In early 1991, a former Endeavour car was completely rebuilt as a panorama and rear-view car to replace the (first) Connoisseur carriage, that car refurbished in the standard "big window" InterCity seats and tables carriage format. In a continuous attempt to attract the travelling public back to rail, InterCity expanded on what had begun in 1987, when a Southerner car had been leased to a private tourist firm. The original carriage offered enhanced services, including complimentary meals, refreshments and newspapers. However, this second carriage, also named a Connoisseurs' car, and which also offered improved services over those afforded to other TranzAlpine passengers, was transferred to the North Island Main Trunk passenger services by the end of 1991.

Route


The train runs daily between Christchurch and Greymouth. After leaving Christchurch, the train travels through the fertile Canterbury Plains past the Waimakariri River along the Main South Line, to Rolleston.
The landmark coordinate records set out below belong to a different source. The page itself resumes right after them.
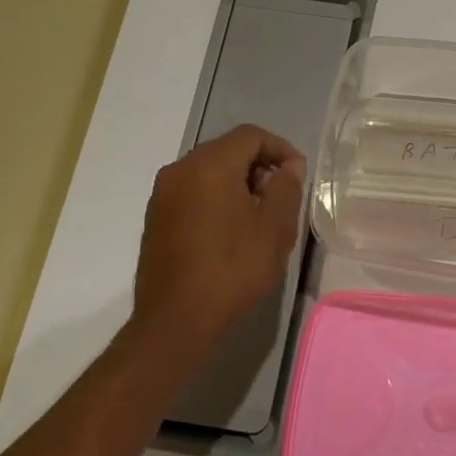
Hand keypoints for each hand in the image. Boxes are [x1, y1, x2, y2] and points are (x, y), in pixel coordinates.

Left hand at [132, 124, 305, 354]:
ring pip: (208, 171)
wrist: (177, 320)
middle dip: (259, 165)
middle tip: (282, 196)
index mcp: (210, 165)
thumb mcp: (275, 228)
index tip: (299, 173)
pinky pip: (193, 192)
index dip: (280, 148)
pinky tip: (232, 230)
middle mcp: (180, 169)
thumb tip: (289, 165)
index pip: (250, 135)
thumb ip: (286, 187)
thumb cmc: (233, 269)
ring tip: (260, 216)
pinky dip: (216, 197)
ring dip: (238, 182)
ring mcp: (163, 194)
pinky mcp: (156, 218)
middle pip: (227, 150)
It then turns onto the Midland Line, which passes through the Southern Alps past the spectacular Waimakariri River gorge, via Arthur's Pass and the Otira Tunnel and over the Alpine Fault, terminating in Greymouth, on the West Coast. There are proposals to extend the service from Greymouth to Hokitika.[5]

References


  1. "TranzAlpine success fails to boost profits". The New Zealand Herald. NZPA. 23 August 2007. Retrieved 24 November 2011.
  2. KiwiRail. "KiwiRail welcomes Governor General on TranzAlpine journey". www.kiwirail.co.nz. Retrieved 13 June 2016.
  3. "Tranz-Alpine Express Popular". New Zealand Railway Observer. New Zealand Railway and Locomotive Society. 45 (2): 75. Winter 1988. ISSN 0028-8624.
  4. "J.S. Bennett National Manager Intercity letter, 3 May 1990" (PDF). 3 May 1990. Retrieved 29 June 2015.
  5. "Bid to take TranzAlpine to Hokitika". www.odt.co.nz. Retrieved 9 January 2018.

Further reading


  • Sinclair, Roy (1997) [1995]. The TranzAlpine Express: New Zealand (2 ed.). Wellington: Grantham House. ISBN 1-86934-046-9.
  • Churchman, Geoffrey B (1991). On the Trans-Alpine Trail: A Travel Guide to State Highway 73 and the Midland Railway. Wellington: IPL Books. ISBN 0-908876-73-4.
  • Bowden, David. Great Railway Journeys in Australia and New Zealand. Oxford, England: John Beaufoy Publishing. pp. 144–149. ISBN 978-1-909612-94-5.